**WHAT IS NEEDED**
Count up the lines below that include the string "View" and report the number by itself.

______

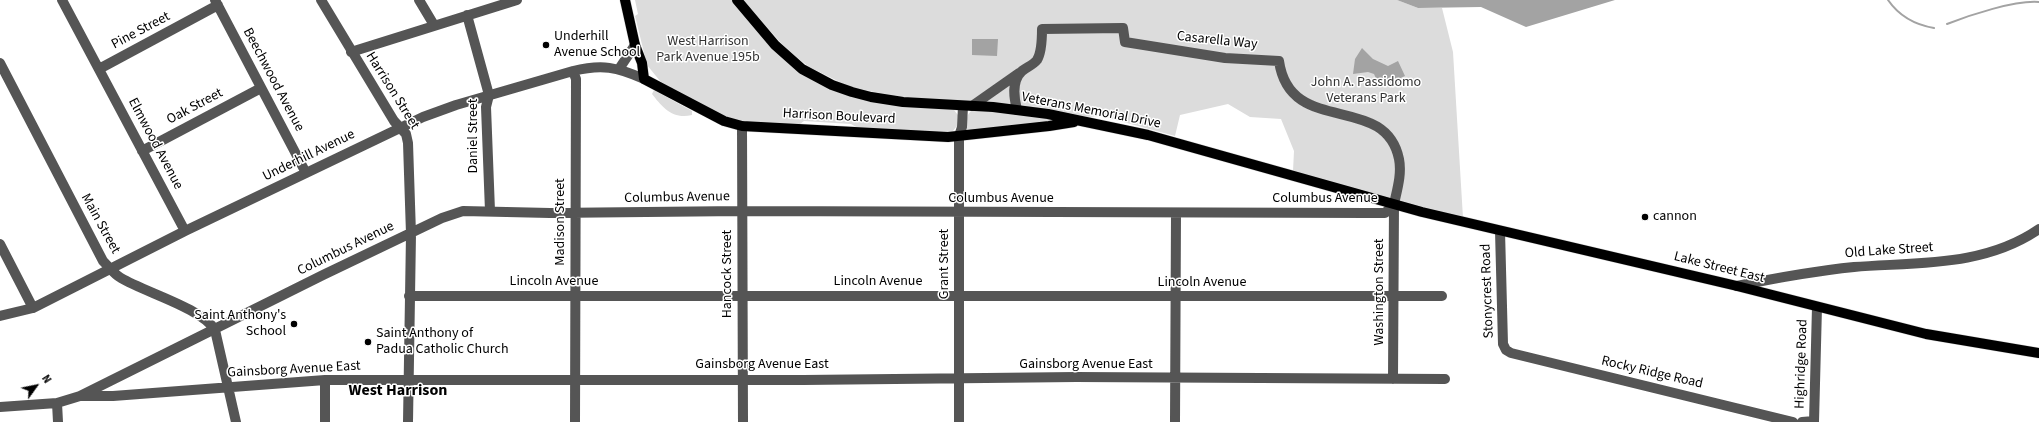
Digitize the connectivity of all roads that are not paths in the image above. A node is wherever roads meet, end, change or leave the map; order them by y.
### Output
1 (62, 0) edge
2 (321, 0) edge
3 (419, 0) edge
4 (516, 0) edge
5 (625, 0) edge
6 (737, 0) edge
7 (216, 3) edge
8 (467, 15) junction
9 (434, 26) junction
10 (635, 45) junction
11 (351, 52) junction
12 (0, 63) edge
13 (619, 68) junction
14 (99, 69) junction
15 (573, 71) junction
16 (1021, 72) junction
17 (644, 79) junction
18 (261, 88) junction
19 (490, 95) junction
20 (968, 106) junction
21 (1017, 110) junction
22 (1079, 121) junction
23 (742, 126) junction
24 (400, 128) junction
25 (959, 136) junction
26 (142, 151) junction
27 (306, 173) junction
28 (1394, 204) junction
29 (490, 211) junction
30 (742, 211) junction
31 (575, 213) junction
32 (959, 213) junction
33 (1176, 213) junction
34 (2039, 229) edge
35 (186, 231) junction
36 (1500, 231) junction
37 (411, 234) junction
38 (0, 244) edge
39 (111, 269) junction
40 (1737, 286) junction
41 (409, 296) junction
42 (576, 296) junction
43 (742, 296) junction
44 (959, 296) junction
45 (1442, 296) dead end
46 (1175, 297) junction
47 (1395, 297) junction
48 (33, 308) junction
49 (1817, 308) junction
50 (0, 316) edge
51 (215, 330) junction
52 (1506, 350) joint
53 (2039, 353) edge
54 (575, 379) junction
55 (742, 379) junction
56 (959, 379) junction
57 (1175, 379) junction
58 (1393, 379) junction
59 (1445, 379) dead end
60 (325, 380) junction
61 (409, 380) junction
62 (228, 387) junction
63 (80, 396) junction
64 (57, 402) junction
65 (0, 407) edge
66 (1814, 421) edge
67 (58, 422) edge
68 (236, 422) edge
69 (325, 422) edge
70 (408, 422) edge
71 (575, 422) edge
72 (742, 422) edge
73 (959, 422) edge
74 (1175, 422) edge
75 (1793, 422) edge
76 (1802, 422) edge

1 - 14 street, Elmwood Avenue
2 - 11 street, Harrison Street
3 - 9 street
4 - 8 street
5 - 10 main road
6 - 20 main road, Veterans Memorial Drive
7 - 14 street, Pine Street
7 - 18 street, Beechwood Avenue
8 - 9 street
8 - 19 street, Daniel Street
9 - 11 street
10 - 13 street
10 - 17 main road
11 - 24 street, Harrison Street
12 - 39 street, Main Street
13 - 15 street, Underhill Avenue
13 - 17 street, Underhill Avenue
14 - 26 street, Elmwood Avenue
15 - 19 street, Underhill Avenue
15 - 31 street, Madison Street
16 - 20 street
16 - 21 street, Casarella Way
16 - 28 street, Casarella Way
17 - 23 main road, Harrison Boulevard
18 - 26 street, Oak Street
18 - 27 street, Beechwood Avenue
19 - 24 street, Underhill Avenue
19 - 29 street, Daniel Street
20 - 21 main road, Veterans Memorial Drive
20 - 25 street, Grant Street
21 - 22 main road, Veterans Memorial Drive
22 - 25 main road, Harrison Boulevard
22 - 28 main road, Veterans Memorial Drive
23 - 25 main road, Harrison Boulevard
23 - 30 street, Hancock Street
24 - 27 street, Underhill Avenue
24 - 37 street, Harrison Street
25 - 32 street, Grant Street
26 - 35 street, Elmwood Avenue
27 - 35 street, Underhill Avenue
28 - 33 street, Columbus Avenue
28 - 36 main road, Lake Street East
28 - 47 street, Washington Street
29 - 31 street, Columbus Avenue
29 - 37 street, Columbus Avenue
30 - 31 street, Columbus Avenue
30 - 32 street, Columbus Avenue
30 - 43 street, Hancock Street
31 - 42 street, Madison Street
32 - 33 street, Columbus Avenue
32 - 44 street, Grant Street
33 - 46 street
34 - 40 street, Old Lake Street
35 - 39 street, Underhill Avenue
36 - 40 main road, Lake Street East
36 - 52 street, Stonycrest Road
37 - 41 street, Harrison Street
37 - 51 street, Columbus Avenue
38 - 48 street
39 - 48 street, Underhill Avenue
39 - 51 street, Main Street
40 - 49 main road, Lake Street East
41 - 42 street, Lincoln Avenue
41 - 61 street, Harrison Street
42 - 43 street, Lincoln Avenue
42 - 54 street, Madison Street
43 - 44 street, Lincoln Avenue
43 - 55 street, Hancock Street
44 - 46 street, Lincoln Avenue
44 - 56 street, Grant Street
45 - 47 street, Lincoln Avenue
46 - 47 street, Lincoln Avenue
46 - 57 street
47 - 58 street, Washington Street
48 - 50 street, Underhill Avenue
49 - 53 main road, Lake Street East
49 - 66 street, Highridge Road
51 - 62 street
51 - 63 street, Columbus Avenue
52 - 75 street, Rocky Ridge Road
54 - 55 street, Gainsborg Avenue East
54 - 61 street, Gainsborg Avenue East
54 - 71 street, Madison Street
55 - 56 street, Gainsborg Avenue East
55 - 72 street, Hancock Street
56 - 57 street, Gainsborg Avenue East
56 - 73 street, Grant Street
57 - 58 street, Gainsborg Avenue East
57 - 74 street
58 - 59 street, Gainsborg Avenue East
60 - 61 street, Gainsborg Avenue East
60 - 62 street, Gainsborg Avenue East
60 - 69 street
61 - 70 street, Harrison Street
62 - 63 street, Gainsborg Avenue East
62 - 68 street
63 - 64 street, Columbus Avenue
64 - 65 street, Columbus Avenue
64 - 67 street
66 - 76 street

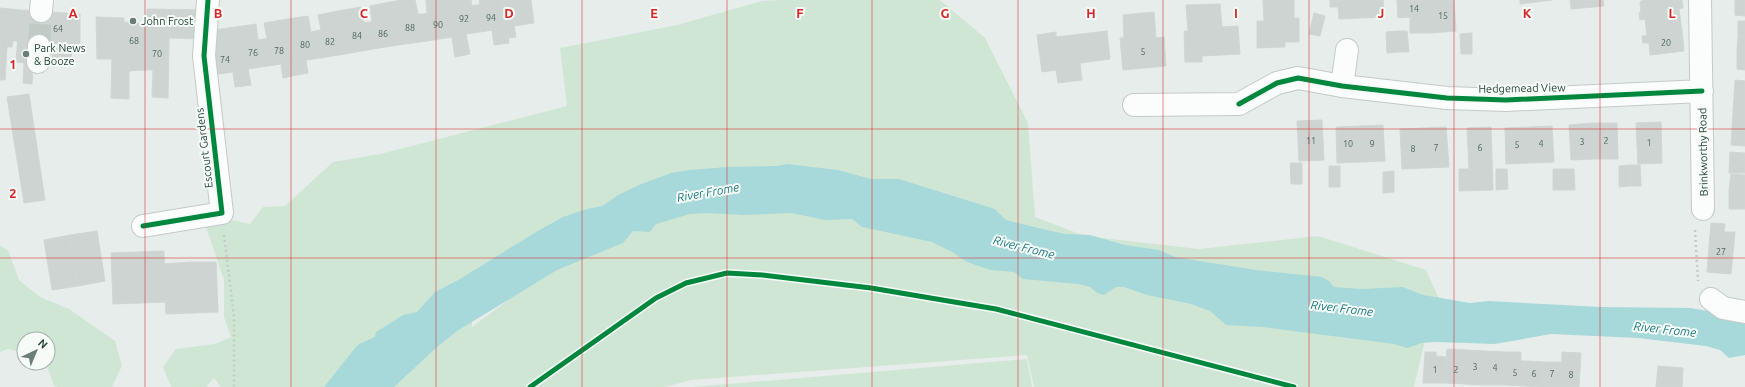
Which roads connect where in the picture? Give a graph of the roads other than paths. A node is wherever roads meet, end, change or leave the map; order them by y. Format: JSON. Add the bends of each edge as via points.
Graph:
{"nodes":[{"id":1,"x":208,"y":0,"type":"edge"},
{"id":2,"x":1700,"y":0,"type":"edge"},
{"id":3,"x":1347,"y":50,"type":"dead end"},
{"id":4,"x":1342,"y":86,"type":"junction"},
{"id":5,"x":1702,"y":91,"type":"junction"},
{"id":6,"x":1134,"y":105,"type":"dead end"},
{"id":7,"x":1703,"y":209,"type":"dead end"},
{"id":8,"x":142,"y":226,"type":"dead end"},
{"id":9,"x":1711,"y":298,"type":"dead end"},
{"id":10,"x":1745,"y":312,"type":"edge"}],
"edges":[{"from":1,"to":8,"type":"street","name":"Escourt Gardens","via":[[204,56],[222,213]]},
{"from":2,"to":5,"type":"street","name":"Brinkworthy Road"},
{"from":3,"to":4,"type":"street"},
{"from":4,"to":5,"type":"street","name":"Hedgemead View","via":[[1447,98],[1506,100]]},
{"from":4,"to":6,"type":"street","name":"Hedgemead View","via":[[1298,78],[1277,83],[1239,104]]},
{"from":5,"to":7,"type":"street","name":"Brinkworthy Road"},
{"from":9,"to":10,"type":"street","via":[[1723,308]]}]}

______

**TASK RESPONSE**
2